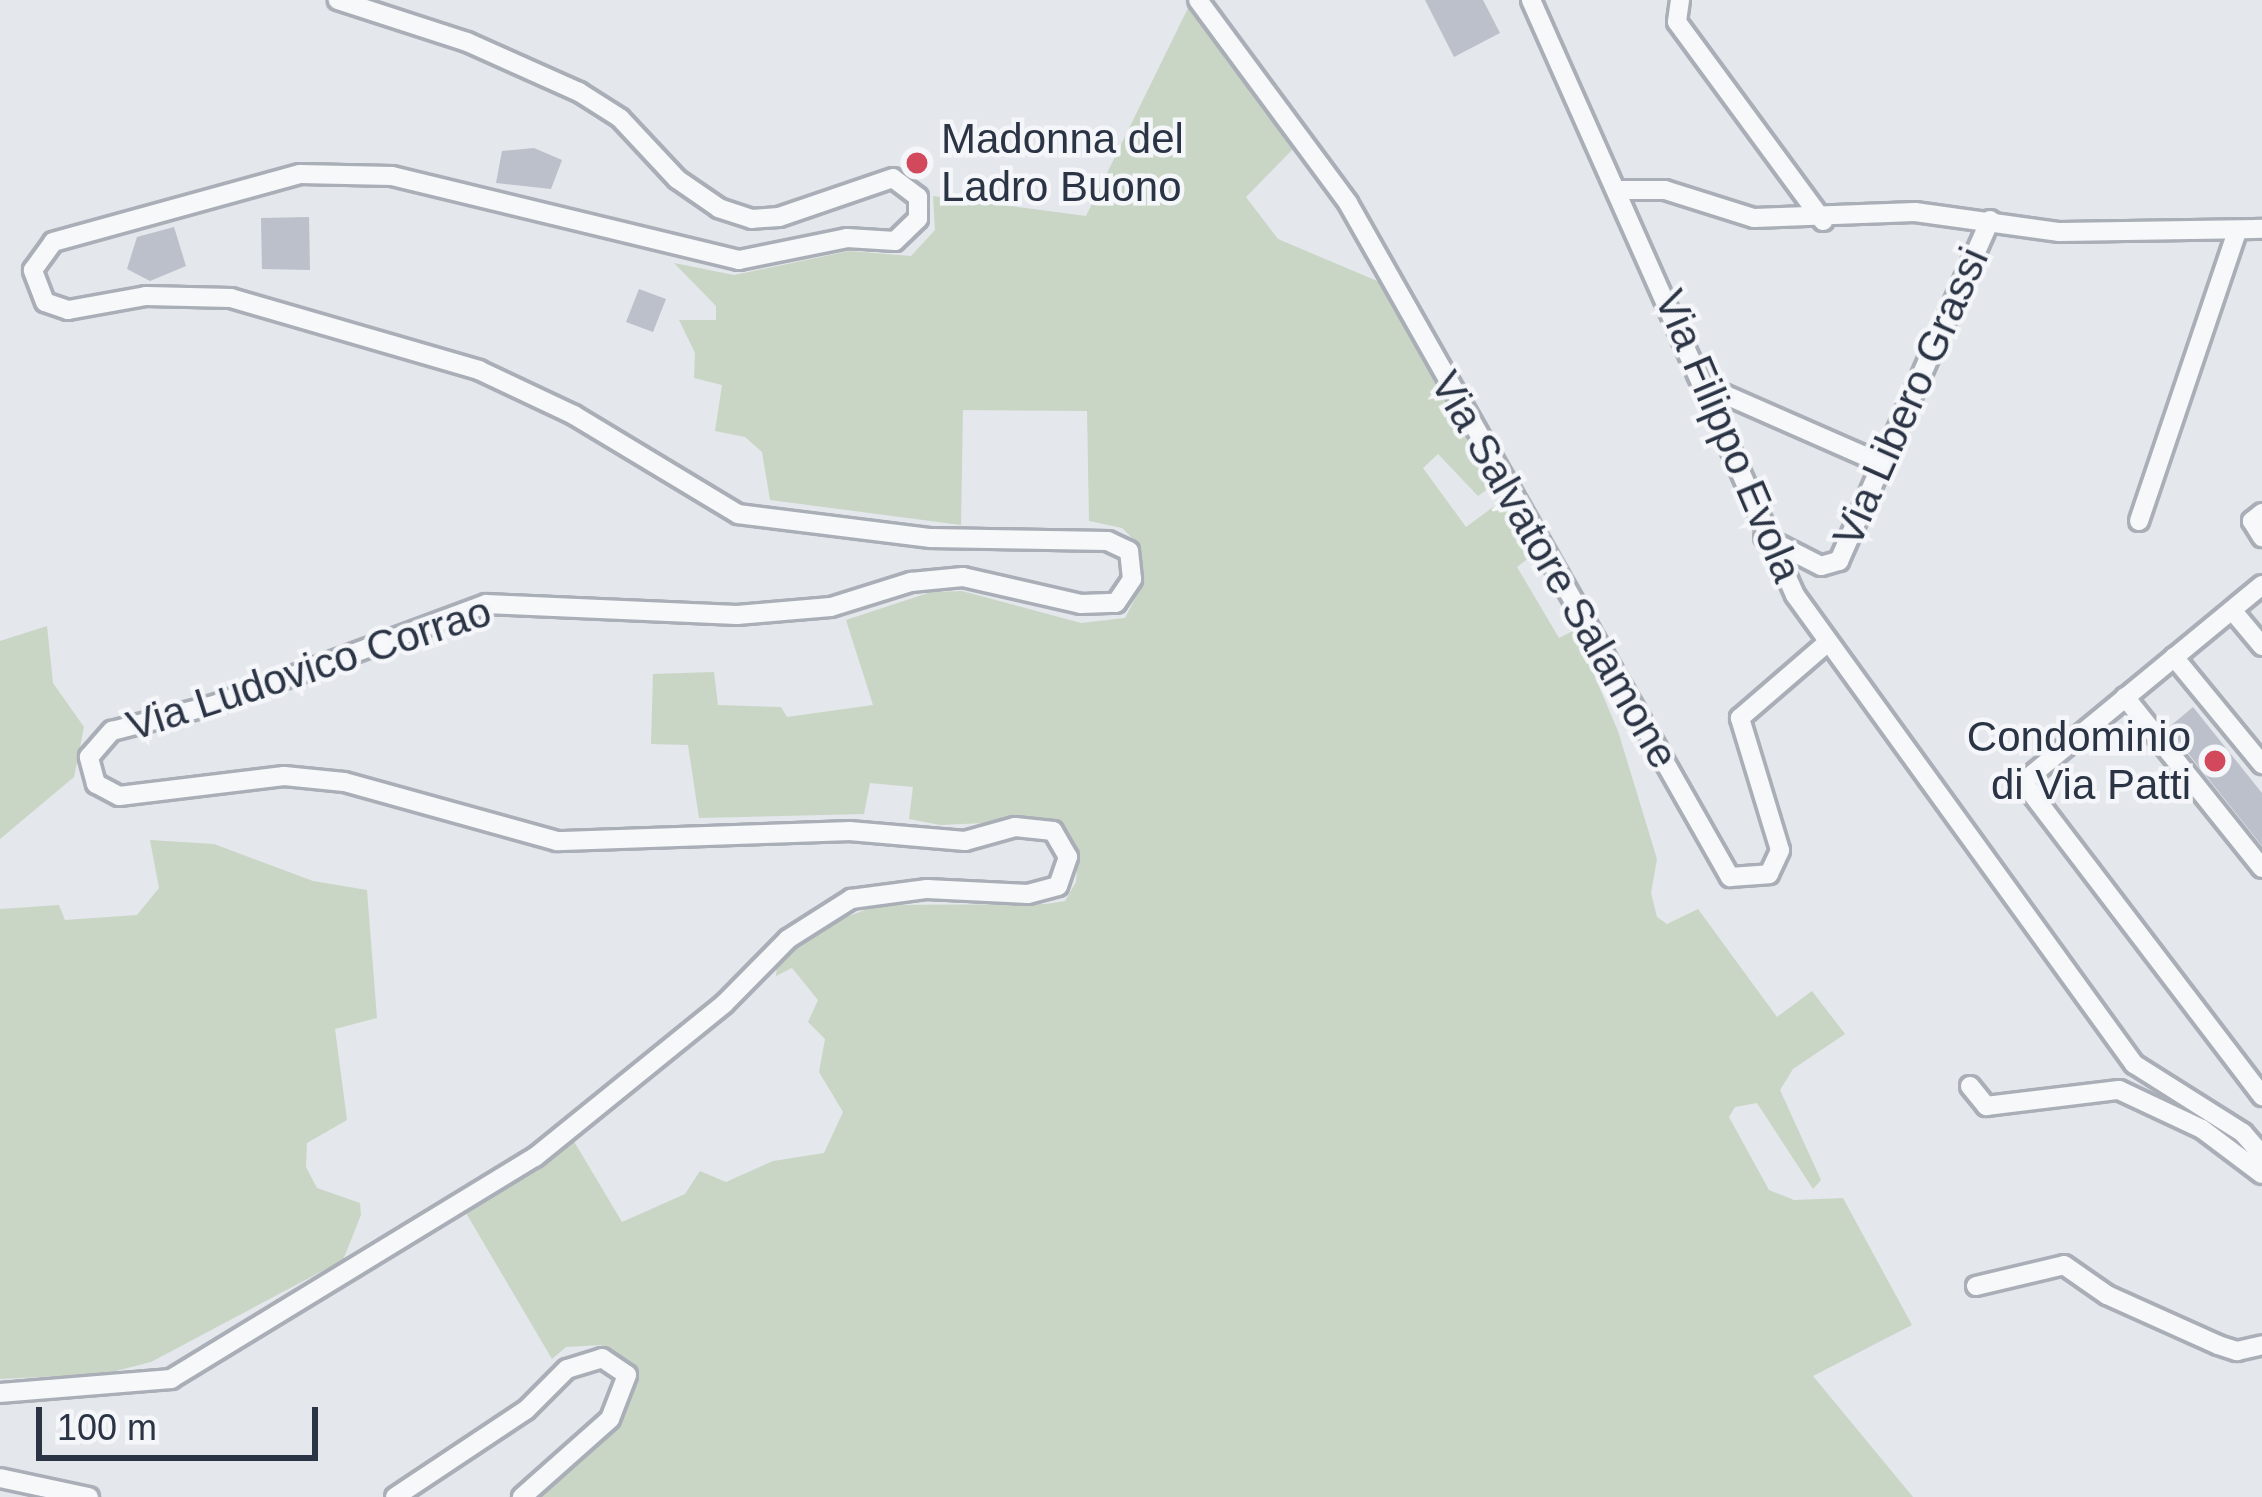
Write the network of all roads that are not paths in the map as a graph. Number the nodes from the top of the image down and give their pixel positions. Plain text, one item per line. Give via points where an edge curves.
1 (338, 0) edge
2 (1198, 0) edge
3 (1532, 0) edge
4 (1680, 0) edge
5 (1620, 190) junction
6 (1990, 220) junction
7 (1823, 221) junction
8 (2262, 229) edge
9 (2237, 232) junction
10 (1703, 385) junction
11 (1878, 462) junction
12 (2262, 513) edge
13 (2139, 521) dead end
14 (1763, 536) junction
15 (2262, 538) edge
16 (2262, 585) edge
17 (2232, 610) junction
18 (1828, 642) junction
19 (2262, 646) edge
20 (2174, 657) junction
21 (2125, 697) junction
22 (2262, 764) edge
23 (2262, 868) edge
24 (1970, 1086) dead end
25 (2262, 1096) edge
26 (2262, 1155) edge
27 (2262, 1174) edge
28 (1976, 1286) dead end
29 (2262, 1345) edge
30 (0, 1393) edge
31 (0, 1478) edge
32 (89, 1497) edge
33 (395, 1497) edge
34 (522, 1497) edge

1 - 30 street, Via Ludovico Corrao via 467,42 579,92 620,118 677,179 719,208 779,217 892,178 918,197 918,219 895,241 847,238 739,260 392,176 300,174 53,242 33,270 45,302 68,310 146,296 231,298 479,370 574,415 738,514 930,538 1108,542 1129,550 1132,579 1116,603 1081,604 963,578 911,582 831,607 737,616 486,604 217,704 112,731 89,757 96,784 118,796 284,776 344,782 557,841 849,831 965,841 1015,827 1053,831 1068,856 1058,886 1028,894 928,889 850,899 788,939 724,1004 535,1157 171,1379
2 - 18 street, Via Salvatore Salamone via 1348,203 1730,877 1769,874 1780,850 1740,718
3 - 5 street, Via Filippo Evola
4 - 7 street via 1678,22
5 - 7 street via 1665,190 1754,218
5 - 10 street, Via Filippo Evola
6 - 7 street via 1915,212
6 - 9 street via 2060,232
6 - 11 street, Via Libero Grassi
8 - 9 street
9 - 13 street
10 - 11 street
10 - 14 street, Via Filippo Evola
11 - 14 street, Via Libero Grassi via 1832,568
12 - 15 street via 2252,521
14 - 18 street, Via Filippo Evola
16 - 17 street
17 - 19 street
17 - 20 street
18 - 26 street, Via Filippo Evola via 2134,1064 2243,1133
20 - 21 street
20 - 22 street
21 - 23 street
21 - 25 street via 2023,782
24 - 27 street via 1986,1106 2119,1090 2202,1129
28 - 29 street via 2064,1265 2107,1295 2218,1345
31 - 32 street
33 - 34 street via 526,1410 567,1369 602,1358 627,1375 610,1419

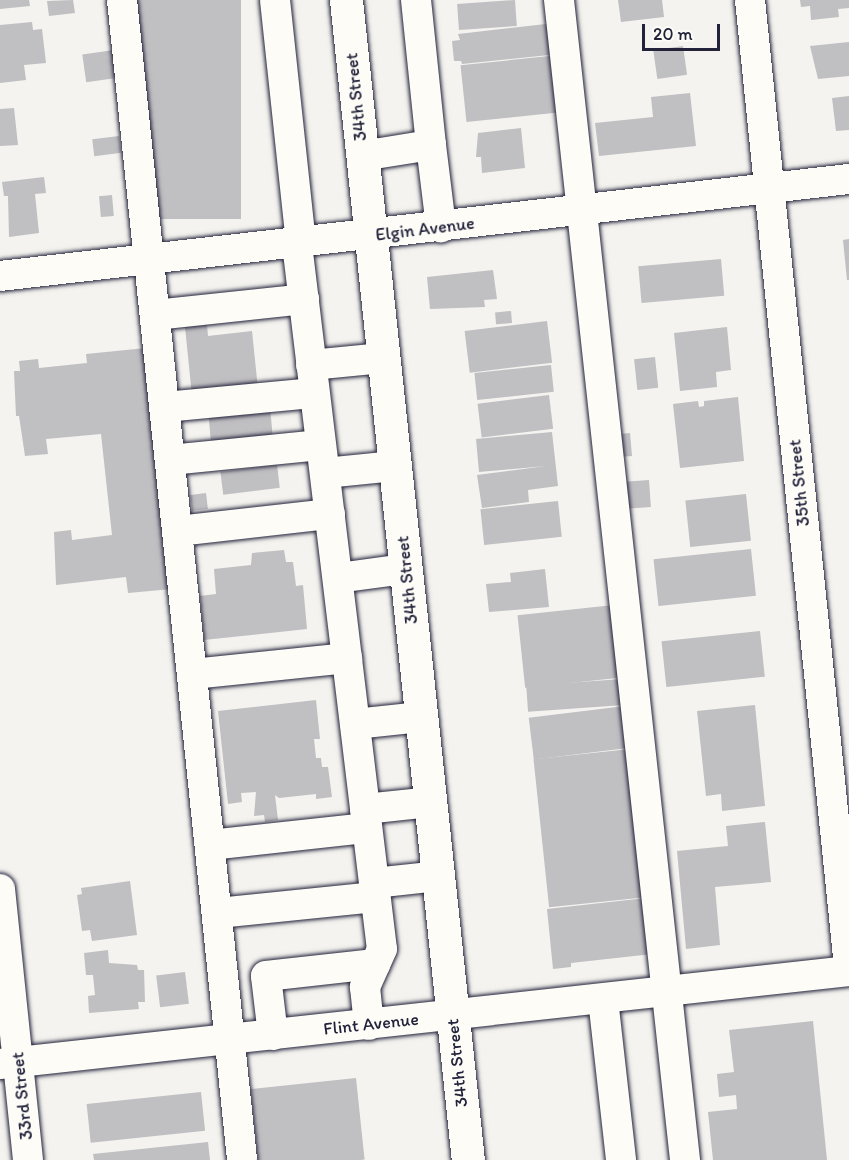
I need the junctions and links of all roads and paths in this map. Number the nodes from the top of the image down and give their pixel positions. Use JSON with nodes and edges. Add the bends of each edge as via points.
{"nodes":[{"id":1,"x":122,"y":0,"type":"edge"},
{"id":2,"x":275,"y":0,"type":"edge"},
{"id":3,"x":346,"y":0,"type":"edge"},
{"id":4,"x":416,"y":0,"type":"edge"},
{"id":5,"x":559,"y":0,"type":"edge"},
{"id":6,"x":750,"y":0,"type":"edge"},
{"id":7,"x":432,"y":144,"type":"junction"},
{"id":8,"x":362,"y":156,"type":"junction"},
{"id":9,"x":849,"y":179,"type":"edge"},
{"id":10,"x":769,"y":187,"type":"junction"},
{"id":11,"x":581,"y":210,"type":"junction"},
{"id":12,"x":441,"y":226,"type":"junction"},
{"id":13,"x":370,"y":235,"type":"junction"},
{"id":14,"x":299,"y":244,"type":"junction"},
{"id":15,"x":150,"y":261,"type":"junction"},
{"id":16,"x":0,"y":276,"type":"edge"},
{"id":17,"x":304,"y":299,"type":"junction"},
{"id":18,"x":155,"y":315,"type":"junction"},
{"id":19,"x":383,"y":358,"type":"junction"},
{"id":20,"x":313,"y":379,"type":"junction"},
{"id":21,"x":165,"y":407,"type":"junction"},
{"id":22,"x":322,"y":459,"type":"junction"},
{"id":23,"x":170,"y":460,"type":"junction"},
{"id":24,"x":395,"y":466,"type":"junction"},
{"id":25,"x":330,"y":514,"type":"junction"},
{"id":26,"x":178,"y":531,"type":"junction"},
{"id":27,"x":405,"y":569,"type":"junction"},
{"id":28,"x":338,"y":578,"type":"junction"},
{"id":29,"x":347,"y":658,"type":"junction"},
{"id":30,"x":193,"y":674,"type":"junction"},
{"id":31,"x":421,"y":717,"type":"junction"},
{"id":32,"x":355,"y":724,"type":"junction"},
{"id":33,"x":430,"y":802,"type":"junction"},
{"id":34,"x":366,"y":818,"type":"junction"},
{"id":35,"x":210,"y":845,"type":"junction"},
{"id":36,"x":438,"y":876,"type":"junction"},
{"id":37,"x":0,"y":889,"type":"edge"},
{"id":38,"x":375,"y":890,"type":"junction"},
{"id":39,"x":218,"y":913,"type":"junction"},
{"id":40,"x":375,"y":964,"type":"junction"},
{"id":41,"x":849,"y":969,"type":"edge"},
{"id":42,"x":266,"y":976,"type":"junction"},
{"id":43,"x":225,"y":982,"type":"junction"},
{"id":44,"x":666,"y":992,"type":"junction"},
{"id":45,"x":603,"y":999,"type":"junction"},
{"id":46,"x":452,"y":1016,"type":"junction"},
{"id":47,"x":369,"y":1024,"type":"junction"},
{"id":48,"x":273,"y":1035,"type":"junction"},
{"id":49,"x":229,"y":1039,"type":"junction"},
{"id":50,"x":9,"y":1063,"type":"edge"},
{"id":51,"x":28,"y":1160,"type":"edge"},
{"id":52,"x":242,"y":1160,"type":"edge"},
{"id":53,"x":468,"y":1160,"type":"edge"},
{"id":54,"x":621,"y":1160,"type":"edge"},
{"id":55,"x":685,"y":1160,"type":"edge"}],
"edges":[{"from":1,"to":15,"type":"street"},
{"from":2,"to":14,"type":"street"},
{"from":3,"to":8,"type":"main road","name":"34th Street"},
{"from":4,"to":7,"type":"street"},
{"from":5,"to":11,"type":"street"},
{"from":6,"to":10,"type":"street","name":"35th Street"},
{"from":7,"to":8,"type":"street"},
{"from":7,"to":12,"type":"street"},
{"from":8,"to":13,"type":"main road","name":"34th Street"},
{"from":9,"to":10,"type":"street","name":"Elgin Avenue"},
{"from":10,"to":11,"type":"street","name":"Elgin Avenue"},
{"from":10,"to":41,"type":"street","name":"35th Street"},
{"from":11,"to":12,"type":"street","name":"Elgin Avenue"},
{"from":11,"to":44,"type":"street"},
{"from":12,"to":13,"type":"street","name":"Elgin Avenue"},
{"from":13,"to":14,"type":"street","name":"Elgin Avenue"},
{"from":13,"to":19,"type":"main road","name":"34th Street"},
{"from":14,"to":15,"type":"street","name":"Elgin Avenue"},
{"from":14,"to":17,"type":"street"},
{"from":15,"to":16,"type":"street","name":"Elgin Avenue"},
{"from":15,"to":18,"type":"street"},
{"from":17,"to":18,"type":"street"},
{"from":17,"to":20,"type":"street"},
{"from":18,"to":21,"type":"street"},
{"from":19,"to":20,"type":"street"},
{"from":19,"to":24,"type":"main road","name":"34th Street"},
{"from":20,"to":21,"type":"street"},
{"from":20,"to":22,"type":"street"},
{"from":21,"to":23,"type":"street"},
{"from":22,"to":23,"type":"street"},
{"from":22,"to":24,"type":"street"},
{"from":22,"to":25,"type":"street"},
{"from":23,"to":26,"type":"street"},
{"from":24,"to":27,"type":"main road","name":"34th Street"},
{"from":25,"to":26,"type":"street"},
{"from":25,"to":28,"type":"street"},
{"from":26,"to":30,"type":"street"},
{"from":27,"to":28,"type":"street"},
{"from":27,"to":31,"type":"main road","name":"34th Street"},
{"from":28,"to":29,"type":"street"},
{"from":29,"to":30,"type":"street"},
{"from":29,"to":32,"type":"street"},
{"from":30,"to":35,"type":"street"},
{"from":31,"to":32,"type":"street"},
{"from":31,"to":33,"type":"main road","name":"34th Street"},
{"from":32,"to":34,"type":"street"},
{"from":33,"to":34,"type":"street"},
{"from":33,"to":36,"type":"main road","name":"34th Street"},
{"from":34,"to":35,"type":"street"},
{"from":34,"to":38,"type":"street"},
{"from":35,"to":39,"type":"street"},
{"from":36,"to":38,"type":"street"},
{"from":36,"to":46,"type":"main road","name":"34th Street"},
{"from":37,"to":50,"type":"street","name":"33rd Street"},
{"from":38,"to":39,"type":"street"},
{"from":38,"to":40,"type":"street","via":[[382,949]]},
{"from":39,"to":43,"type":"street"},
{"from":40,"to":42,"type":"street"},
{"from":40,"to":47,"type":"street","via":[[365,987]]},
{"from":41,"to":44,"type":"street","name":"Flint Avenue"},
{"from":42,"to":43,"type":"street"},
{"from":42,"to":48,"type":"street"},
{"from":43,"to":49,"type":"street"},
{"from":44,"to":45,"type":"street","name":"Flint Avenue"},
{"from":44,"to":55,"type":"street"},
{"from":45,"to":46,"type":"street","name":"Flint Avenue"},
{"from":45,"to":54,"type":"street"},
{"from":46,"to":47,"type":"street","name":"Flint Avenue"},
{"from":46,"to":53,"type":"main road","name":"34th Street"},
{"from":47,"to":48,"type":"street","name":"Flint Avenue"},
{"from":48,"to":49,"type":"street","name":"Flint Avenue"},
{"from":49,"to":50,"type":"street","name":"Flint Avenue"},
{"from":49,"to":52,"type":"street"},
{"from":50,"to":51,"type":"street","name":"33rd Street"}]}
===============
Among the lines above, return those that hold the word "Number".

Write the network of all roads that are not paths in the map as a graph. Number the nodes from the top of the image down and give their pixel positions. Plain text, one item per line. Give via points where an edge curves.
I need the junctions and links of all roads and paths in this map. Number the nodes from the top of the image down and give their pixel positions. Use JSON with nodes and edges. Add the bends of each edge as via points.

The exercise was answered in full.